───── Working data ─────
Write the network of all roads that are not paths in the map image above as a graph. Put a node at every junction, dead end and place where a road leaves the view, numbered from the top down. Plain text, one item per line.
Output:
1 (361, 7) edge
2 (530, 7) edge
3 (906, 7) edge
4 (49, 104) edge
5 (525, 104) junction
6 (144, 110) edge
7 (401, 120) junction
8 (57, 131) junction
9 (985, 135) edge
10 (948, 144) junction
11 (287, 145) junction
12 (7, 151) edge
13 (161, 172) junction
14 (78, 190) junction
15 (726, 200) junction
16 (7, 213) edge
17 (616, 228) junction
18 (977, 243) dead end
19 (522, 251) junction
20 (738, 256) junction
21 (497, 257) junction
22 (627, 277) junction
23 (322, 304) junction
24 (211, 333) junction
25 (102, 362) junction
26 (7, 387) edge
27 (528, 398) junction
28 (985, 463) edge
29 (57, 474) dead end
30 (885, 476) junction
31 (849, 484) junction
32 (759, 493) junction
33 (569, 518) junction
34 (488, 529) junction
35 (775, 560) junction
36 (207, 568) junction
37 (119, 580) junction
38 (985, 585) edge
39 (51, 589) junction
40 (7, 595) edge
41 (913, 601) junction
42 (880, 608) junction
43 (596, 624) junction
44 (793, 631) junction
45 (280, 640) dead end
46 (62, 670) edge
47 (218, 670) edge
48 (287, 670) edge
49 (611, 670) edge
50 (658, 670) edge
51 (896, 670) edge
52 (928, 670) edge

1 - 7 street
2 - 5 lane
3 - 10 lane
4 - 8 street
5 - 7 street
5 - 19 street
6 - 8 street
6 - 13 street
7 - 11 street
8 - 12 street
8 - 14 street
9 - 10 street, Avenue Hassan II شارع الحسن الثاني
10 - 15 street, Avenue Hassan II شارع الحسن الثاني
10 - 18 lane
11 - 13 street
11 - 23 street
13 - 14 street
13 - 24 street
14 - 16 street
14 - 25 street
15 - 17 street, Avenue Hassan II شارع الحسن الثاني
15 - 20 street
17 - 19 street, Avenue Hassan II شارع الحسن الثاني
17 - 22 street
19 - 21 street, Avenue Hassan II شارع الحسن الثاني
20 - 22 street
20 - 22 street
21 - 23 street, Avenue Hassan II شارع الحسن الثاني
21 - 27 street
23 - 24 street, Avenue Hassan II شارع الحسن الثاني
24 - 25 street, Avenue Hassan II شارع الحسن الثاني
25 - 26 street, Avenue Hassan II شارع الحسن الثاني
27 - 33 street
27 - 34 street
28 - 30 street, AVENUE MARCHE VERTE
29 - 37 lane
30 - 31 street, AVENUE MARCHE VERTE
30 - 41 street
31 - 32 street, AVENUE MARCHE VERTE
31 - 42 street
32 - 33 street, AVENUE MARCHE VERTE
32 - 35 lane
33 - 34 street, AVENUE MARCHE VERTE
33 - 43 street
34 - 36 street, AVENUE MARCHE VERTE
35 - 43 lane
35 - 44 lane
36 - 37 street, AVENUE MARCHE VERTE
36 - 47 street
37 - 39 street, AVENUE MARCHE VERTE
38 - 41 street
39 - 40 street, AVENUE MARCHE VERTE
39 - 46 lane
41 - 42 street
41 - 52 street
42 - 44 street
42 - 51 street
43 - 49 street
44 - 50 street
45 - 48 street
─────
- Task to carry out -
Only lines with the string "lane" belong in the answer; copy each of them from the listing.

- Solved exercise -
2 - 5 lane
3 - 10 lane
10 - 18 lane
29 - 37 lane
32 - 35 lane
35 - 43 lane
35 - 44 lane
39 - 46 lane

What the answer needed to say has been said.